--- START ---
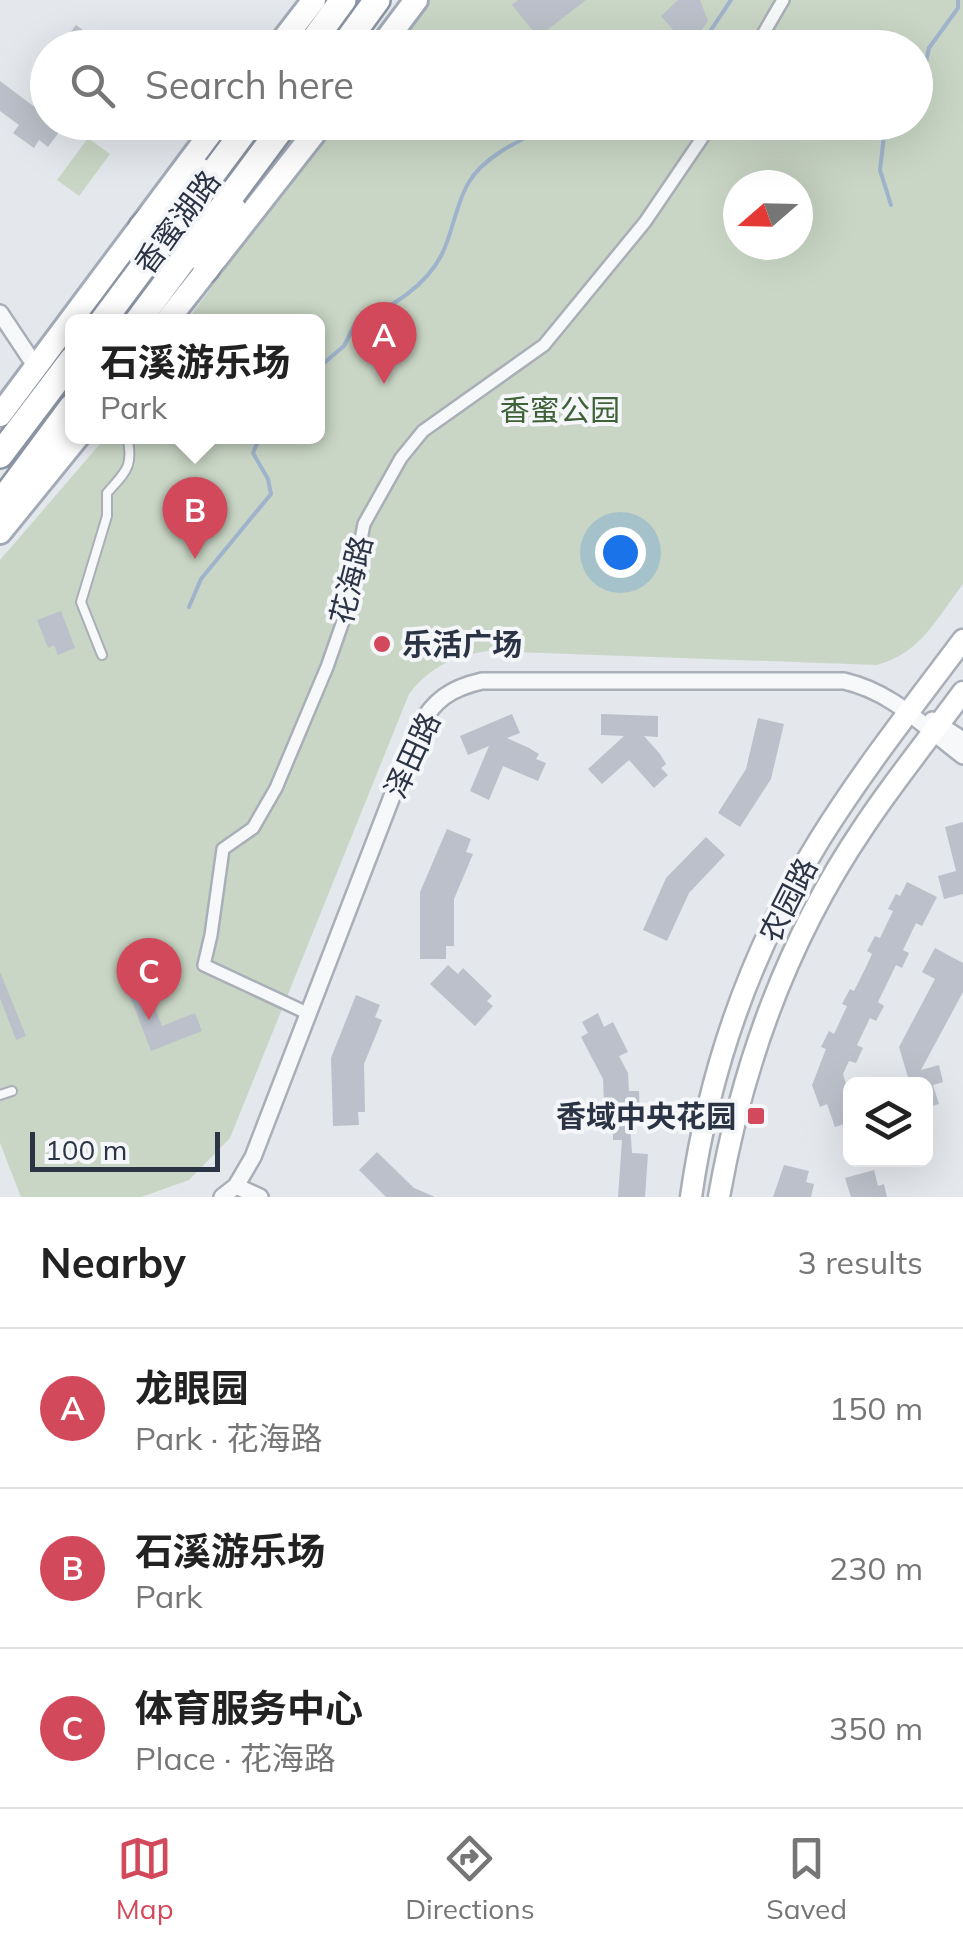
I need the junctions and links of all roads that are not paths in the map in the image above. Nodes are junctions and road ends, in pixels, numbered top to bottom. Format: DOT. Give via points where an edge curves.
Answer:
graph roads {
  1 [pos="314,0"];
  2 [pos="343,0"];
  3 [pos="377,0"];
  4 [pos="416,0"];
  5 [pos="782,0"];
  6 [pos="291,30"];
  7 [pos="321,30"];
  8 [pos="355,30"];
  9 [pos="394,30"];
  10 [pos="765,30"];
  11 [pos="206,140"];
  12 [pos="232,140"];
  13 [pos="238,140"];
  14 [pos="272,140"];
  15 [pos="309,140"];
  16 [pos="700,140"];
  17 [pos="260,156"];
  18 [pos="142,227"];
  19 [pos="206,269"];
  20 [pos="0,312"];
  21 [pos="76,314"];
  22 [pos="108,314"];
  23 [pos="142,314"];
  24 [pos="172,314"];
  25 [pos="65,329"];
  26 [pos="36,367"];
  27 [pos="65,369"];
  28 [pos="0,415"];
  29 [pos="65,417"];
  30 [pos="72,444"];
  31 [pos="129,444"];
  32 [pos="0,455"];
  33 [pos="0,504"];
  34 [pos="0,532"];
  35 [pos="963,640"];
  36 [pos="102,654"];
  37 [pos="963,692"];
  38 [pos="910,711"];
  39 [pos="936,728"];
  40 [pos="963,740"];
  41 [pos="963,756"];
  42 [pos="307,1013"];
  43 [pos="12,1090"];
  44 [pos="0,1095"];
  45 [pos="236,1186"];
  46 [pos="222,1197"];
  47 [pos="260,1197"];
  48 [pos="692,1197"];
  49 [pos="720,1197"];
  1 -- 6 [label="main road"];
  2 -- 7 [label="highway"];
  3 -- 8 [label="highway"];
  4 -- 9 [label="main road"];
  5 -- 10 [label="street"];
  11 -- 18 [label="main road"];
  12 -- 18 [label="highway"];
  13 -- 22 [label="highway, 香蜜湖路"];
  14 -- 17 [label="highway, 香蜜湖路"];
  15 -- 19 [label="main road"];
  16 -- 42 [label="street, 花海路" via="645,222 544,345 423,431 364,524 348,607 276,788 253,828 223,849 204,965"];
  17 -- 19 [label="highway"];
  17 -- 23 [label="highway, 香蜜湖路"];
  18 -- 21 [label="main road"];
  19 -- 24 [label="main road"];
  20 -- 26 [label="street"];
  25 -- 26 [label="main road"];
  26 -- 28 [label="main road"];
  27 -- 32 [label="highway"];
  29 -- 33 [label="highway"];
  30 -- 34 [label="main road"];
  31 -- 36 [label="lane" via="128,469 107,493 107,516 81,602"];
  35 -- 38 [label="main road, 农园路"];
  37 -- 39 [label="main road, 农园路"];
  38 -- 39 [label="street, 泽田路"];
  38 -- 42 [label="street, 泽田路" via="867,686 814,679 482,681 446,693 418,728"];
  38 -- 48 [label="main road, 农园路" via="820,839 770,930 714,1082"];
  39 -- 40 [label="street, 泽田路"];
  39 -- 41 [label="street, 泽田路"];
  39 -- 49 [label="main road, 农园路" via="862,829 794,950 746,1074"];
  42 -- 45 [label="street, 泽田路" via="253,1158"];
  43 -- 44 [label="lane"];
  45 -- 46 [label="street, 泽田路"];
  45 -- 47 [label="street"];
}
--- END ---
Exercise directions: Scan the records for the string "香蜜湖路" and report each line where it occurs.

Task solution:
  13 -- 22 [label="highway, 香蜜湖路"];
  14 -- 17 [label="highway, 香蜜湖路"];
  17 -- 23 [label="highway, 香蜜湖路"];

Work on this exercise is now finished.